(The input)
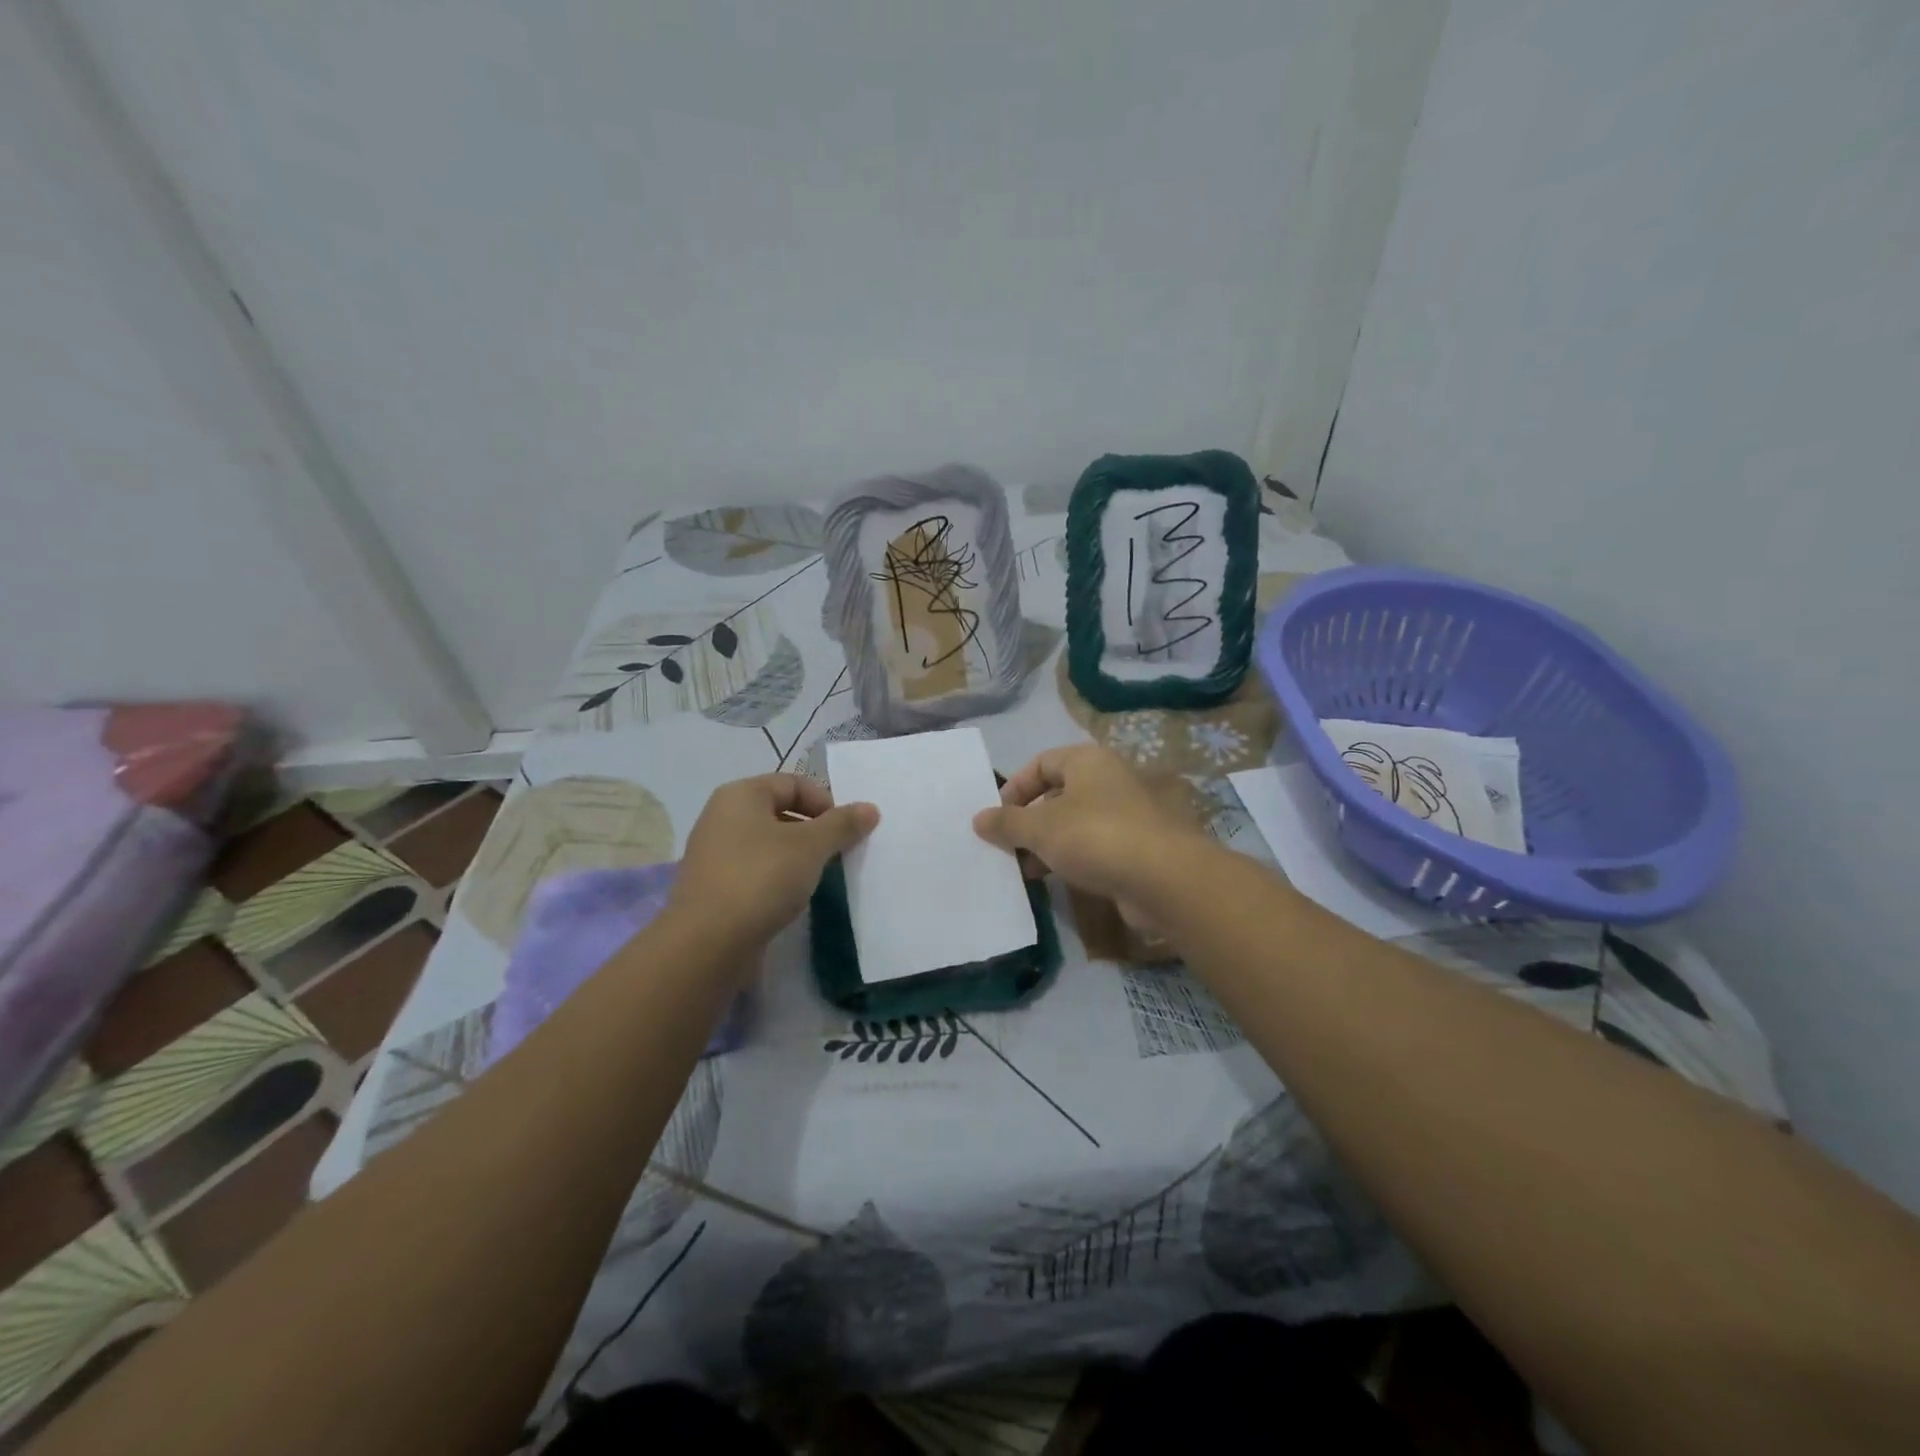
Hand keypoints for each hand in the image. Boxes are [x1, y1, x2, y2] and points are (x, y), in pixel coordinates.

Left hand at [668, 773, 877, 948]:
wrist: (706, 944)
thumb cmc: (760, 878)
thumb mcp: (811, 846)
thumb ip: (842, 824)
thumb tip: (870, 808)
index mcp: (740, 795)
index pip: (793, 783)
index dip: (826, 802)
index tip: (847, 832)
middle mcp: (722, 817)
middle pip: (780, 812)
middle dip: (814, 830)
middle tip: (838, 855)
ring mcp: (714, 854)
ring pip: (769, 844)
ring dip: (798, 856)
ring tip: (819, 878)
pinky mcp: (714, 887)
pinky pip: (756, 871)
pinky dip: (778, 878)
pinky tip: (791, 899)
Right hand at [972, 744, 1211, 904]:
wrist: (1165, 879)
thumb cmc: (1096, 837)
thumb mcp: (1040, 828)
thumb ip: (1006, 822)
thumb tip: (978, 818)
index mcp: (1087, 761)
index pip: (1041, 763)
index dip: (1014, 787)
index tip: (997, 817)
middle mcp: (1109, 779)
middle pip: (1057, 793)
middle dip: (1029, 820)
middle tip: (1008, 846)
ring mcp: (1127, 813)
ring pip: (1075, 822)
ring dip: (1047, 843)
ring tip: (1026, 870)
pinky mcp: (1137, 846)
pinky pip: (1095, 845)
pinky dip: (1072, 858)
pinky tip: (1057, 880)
(End The input)
Please give back exactly the lines of the listing above that run from the one containing "thumb mcp: (811, 846)" through the one containing "ring dip: (798, 856)", and only those.

Reply =
thumb mcp: (811, 846)
thumb ip: (842, 824)
thumb tip: (870, 808)
index mcp: (740, 795)
index pip: (793, 783)
index dip: (826, 802)
index tip: (847, 832)
middle mcp: (722, 817)
middle pip: (780, 812)
middle dip: (814, 830)
middle tip: (838, 855)
ring mcp: (714, 854)
ring pip: (769, 844)
ring dip: (798, 856)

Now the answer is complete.